Sleep overs – Western parents umumnya membolehkan anaknya menginap dan berharap agar anaknya bisa menikmati acara menginap di rumah orang lain. Tapi Asian parents biasanya tidak mengijinkan dan khawatir mereka menyusahkan orang lain. Toh juga mereka punya tempat tidur sendiri yang bagus, ngapain harus menginap di rumah orang lain..
Sports – Western parents sangat mendukung anakanya aktif dalam Sport, bahkan bangga. jika menjadi team Sepakbola. Asian parents menganggap ikut Sports hanya membuang-buang waktu saja.Kalau memang ingin ikut Club, ikut saja Klub matematika…
Aah… Nggak seperti itulah!. “Kan Mama juga sangat mendukung kalian untuk aktif Sport. Oke aja kan kalau mau ikut klub sepakbola atau mau ikut Merpati Putih. Juga nggak keberatan kalau memang mau nginep di rumah teman” kata saya berkeberatan jika anak-anak menganggap saya typical Asian parents yang seperti itu. “Tunggu!. Mama harus denger yang berikutnya”saran anak saya. Sayapun duduk kembali.
Grades – Jika mendapat nilai B+ di sekolah, Western Parents akan tetap bangga atas pencapaian anaknya. Sedangkan bagi Asian parents nilai B+ itu sungguh sangat tidak membanggakan. You know what? B is Baaaaaadddd…
Ha ha ha… Saya nyengir mendengar itu. Anak-anak memperhatikan reaksi saya. “Nah! itu Mama banget!!!” kata anak saya. Lalu kedua-duanya mulai membully saya. Mengatakan bahwa saya sangatlah typical Asian Parents yang menetapkan Standard terlalu tinggi untuk nilai yang harus mereka capai di Sekolah. “Bagi Mama, A is for Average! And B is for Baaaaaaddddd – just like Asian Mom in this video!” kata anak saya yang besar meledek sambil tertawa-tawa. Rupanya ia bermaksud melakukan protes dengan memanfaatkan Video itu sehingga ia tidak perlu bersusah payah lagi menjelaskan kepada saya. Ha ha.. cerdik juga caranya.
Video itu menggambarkan gaya orangtua dalam mendidik anaknya. Berbeda beda. Ada typical Western Parents dan Asia Parents. Dan saya pikir gaya saya mendidik anak-anak lebih mirip Western Parents ketimbang Asian Parents dalam kebanyakan hal. Hanya dalam masalah Grades saja barangkali saya lebih mirip Asian Parents. Anak-anak setuju.

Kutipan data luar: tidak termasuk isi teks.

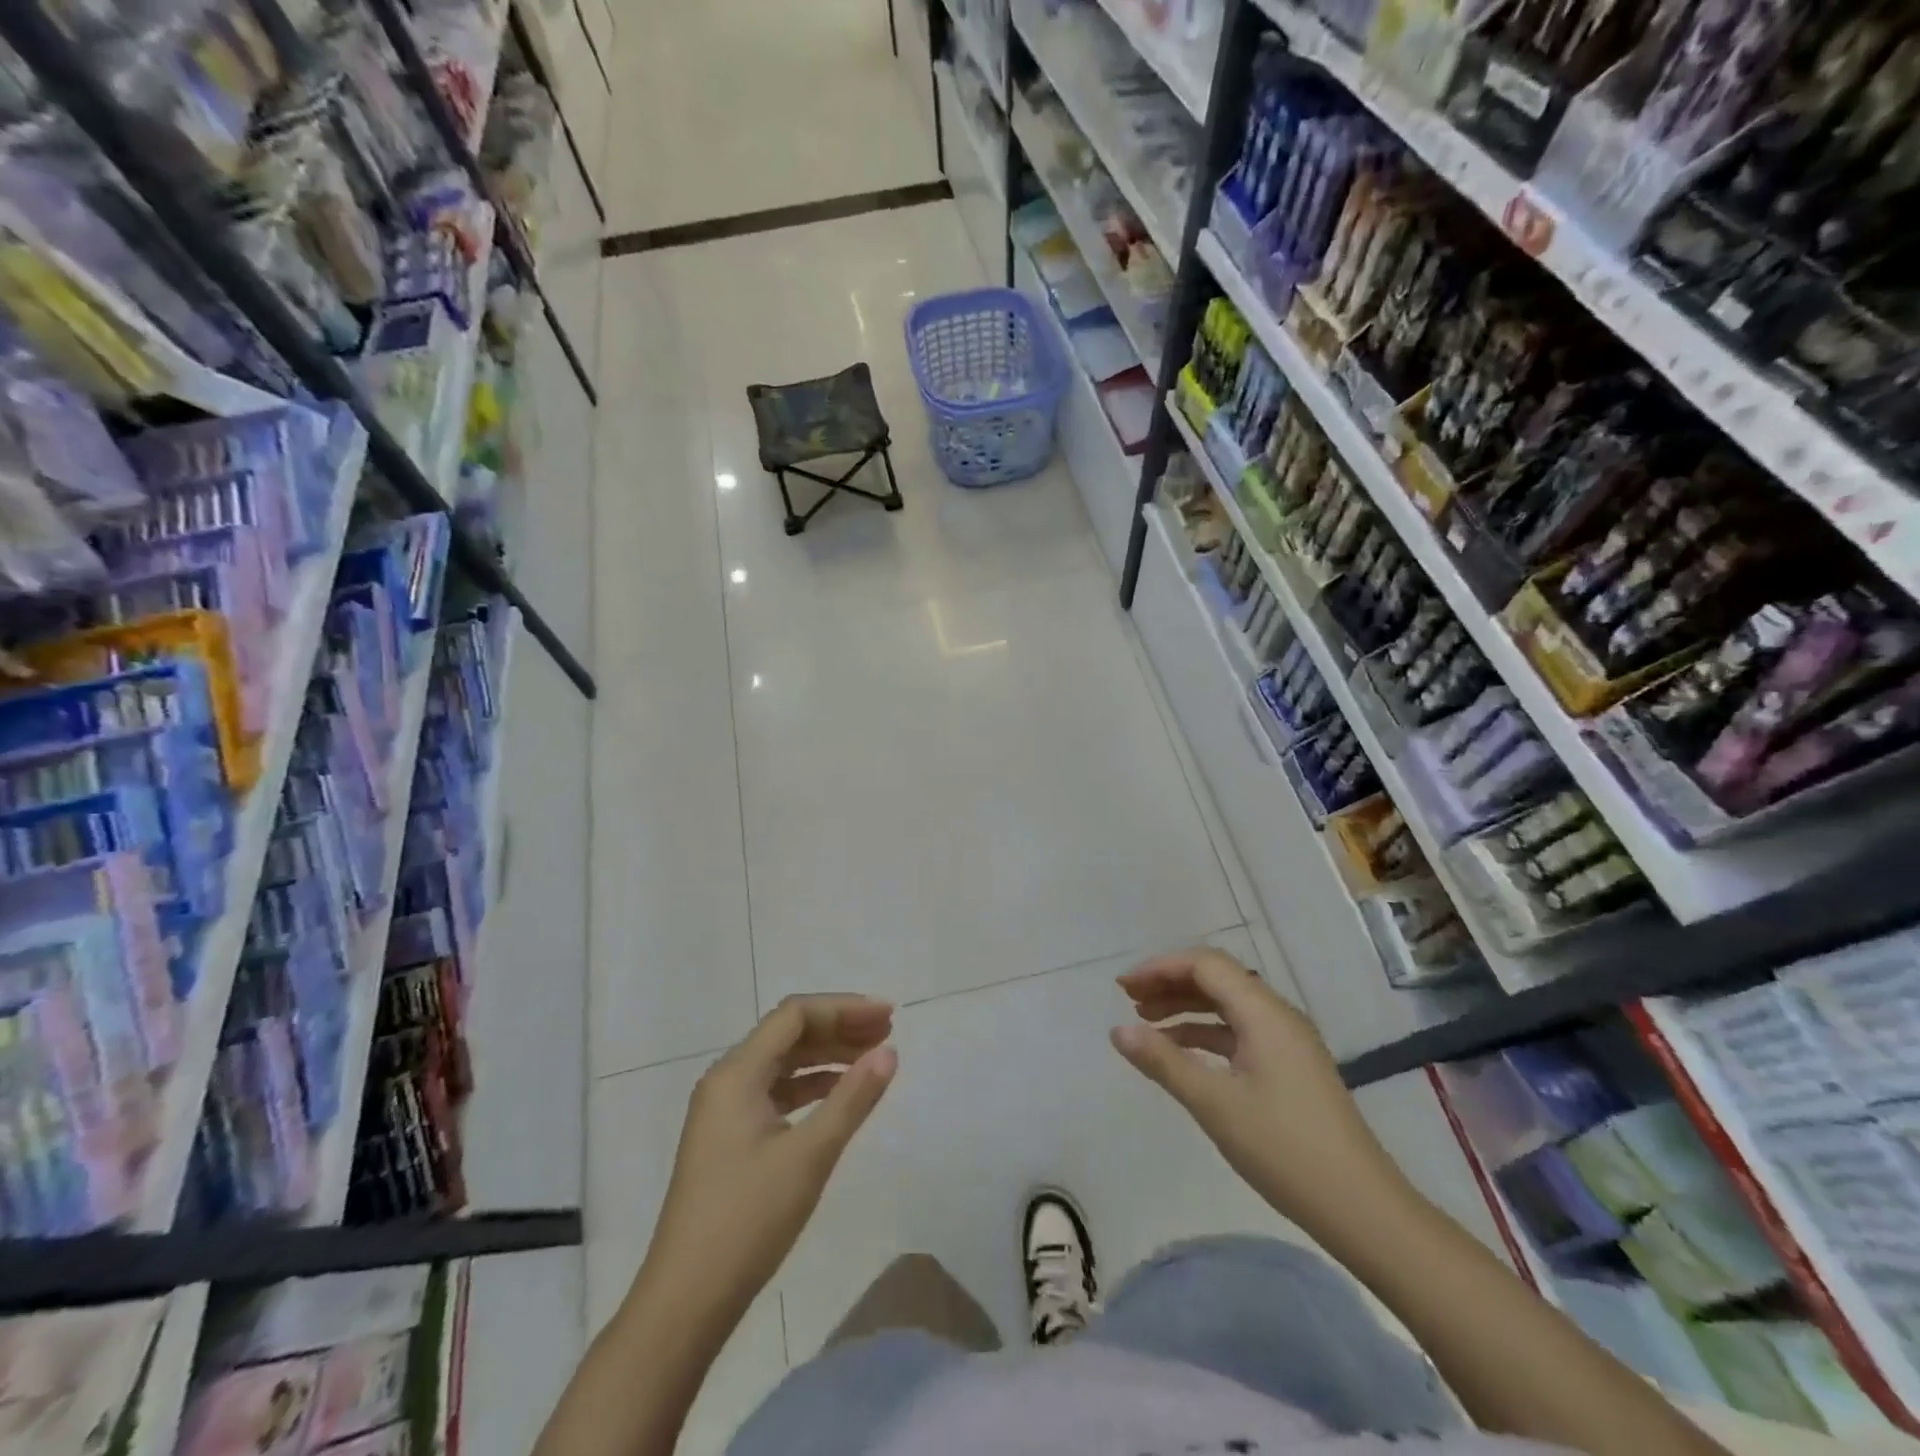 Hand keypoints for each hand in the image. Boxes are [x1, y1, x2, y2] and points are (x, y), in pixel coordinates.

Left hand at [639, 995, 897, 1327]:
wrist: (685, 1302)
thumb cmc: (747, 1221)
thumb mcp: (809, 1156)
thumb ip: (852, 1098)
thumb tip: (889, 1052)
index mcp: (736, 1073)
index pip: (795, 1015)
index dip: (844, 1008)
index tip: (887, 1017)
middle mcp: (726, 1080)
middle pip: (788, 1034)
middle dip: (839, 1027)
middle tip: (887, 1032)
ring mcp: (725, 1110)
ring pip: (783, 1062)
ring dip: (827, 1055)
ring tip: (872, 1058)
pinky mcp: (729, 1137)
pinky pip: (776, 1091)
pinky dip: (811, 1085)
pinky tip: (840, 1094)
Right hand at [1111, 948, 1411, 1241]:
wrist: (1362, 1209)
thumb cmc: (1284, 1149)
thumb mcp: (1214, 1104)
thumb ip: (1164, 1062)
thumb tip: (1117, 1030)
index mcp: (1264, 1013)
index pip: (1205, 965)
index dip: (1160, 968)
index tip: (1123, 987)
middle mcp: (1277, 1016)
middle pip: (1217, 979)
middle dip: (1170, 983)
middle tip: (1129, 1000)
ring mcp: (1287, 1042)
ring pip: (1227, 1006)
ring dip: (1186, 1007)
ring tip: (1146, 1022)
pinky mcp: (1290, 1067)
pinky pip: (1239, 1032)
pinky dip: (1206, 1033)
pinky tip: (1181, 1052)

Saya lalu menjelaskan kepada anak saya. Sangat wajar orangtua mengharapkan anaknya berprestasi dengan baik di Sekolah. Itulah sebabnya mengapa mereka selalu mendorong dan mendukung anaknya untuk mencapainya. Tapi kalau urusan target, sebenarnya mereka sendiri yang bisa mengatur. Bukan harus dari saya.
Saya mengajak mereka berpikir sejenak. “Lupakan harapan Mama. Mama tidak menetapkan target. Coba kalau kalian sendiri berpikir. Kalian maunya bagaimana?” tanya saya menanyakan, apa sebenarnya yang mereka inginkan. Apakah mereka tertarik untukmenjadi anak yang berprestasi atau tidak, jika seandainya saya tidak mendorong mereka.
Ketika ditanya seperti itu, anak saya mengatakan mereka ingin menjadi murid yang terbaik, terlepas apakah saya memintanya begitu atau tidak. Ya, OK – kata saya. Kalau ingin menjadi yang terbaik, caranya ya kita harus mendapatkan score terbaik untuk setiap mata pelajaran di sekolah, plus prestasi yang juga membanggakan di luar mata pelajaran. Anak saya setuju. “Kalau yang namanya score terbaik itu berapa?” tanya saya. ” Ya..nilai A. atau 100” jawab anak saya. “Nah! Itu kalian sendiri yang menjawab. Bukan B+ atau 90 atau 80 kan?. Tapi A. Atau 100. “tanya saya sambil menegaskan. Anak anak setuju dan tertawa. “Bukan Mama lho yang bilang begitu. Kalian sendiri” kata saya. Anak saya mengangguk. “Jadi target A itu adalah dari diri kalian sendiri, bukan dari mama“kata saya mengakhiri. Anak saya terdiam dan tidak mempermasalahkan video itu lagi.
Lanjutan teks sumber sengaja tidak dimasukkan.